Data excerpts
#####

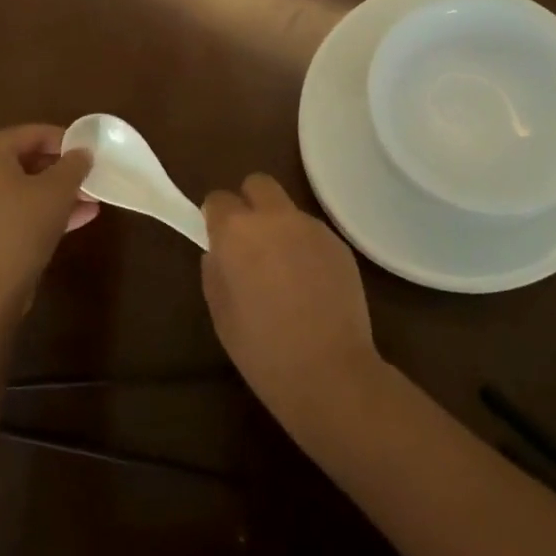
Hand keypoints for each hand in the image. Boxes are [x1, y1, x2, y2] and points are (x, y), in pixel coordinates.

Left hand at [0, 124, 96, 312]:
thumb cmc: (19, 228)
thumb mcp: (56, 191)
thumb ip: (73, 165)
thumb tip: (82, 153)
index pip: (29, 133)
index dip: (63, 139)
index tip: (89, 150)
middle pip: (23, 162)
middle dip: (61, 170)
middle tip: (89, 176)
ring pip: (20, 191)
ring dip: (56, 194)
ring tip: (91, 200)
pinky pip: (13, 213)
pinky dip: (41, 213)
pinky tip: (77, 221)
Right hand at [201, 174, 383, 427]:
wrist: (328, 371)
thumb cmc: (262, 349)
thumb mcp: (220, 313)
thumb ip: (215, 270)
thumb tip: (220, 252)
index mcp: (237, 231)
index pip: (218, 199)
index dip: (216, 218)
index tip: (219, 241)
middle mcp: (275, 218)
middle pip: (258, 184)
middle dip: (249, 203)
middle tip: (250, 242)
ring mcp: (311, 227)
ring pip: (288, 210)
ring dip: (280, 228)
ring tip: (285, 271)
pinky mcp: (339, 243)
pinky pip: (313, 233)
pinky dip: (306, 247)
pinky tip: (311, 284)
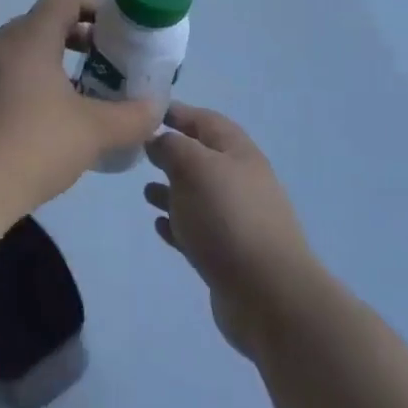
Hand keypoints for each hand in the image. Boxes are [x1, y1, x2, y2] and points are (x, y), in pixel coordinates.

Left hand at [0, 0, 162, 224]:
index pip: (63, 0)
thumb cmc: (30, 148)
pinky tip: (26, 130)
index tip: (114, 33)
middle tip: (98, 70)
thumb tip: (155, 109)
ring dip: (42, 68)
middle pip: (38, 26)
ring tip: (65, 103)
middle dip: (72, 42)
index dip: (93, 8)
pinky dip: (14, 91)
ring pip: (12, 57)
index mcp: (27, 39)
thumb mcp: (93, 133)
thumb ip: (132, 117)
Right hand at [144, 104, 318, 356]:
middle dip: (172, 153)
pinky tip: (159, 226)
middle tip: (139, 152)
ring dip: (172, 190)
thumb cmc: (228, 218)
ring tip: (145, 191)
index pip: (205, 120)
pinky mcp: (228, 255)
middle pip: (202, 157)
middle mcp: (240, 180)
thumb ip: (172, 147)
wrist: (269, 294)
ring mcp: (236, 219)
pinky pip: (198, 230)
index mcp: (237, 152)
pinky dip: (178, 224)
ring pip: (198, 195)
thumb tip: (158, 140)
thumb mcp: (194, 168)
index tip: (146, 112)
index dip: (178, 112)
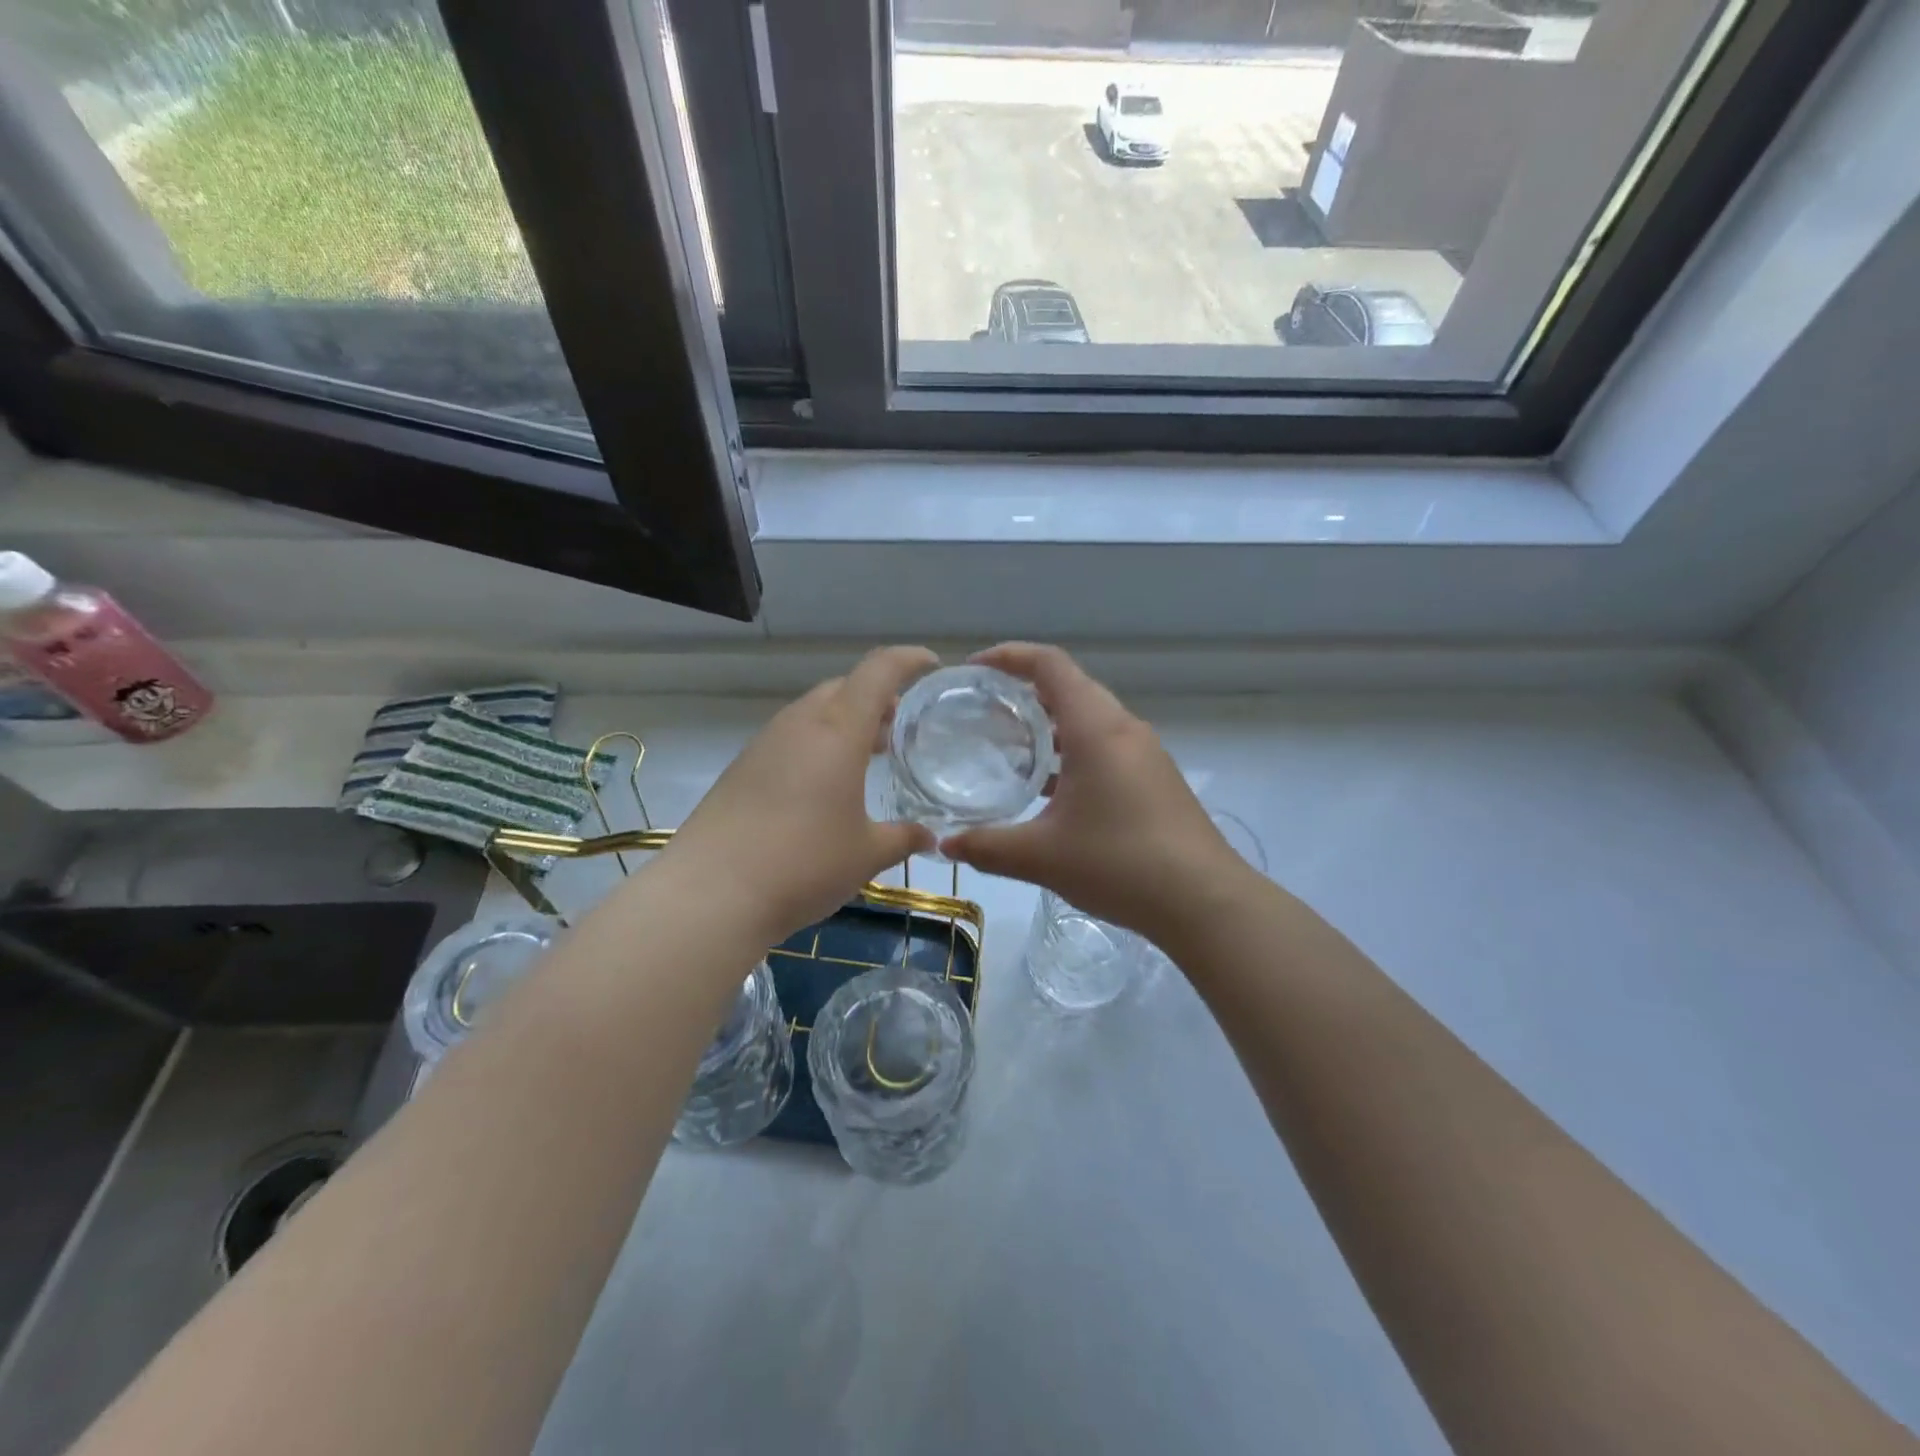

#####

[Task]
Give the records again exactly, pictures left out.

[Your solution]
Hand keypoints for each hand in the image. Boxes are [x1, y1, x2, y2] and points are (x, y), in pixel coordinates.

Left hand at [0, 124, 96, 312]:
thumb cmc: (19, 228)
thumb mcp: (56, 191)
thumb ip: (73, 165)
thumb tip: (82, 153)
index pip: (29, 133)
index dip: (63, 139)
index tip: (89, 150)
middle pip: (23, 162)
middle dip: (61, 170)
middle tip: (89, 176)
ring pip: (20, 191)
ring dip: (56, 194)
ring tip: (91, 200)
pinky pip: (13, 213)
pinky dip: (41, 213)
pinky tip: (77, 221)
Right hand at [201, 174, 383, 427]:
wrist: (328, 371)
thumb cmc: (262, 349)
thumb mcp: (220, 313)
thumb ip: (215, 270)
thumb tip: (220, 252)
index mcp: (237, 231)
index pip: (218, 199)
index dip: (216, 218)
index tip: (219, 241)
middle mcp: (275, 218)
middle pip: (258, 184)
middle dip: (249, 203)
middle tip: (250, 242)
ring mcp: (311, 227)
ring pip: (288, 210)
ring dip: (280, 228)
ring tip: (285, 271)
pinky mcp: (339, 243)
pinky pip: (313, 233)
pinky dip: (306, 247)
pinky tip: (311, 284)
Hand keypoints for each hand in the image. Boxes are [x1, y1, x2, y2] and points are (x, y), in pixel coordinates.

Left hand at [0, 0, 162, 224]:
index pip: (63, 0)
thumb cmc: (30, 148)
pinky tip: (26, 130)
index tip: (114, 33)
middle tip: (98, 70)
thumb tip: (155, 109)
ring dip: (42, 68)
middle pip: (38, 26)
ring tip: (65, 103)
middle dip: (72, 42)
index dip: (93, 8)
pinky dip: (14, 91)
ring pip: (12, 57)
index mcp: (27, 39)
thumb mcp: (93, 133)
thumb ip: (132, 117)
Right hand at [144, 104, 318, 356]:
middle dip: (172, 153)
pinky tip: (159, 226)
middle tip: (139, 152)
ring dip: (172, 190)
thumb cmc: (228, 218)
ring tip: (145, 191)
index pip: (205, 120)
pinky mcp: (228, 255)
middle pip: (202, 157)
middle mcp: (240, 180)
thumb ip: (172, 147)
wrist: (269, 294)
ring mcp: (236, 219)
pinky pip: (198, 230)
index mcp: (237, 152)
pinky dip: (178, 224)
ring pip: (198, 195)
thumb tip: (158, 140)
thumb mcp: (194, 168)
index tip: (146, 112)
index dip: (178, 112)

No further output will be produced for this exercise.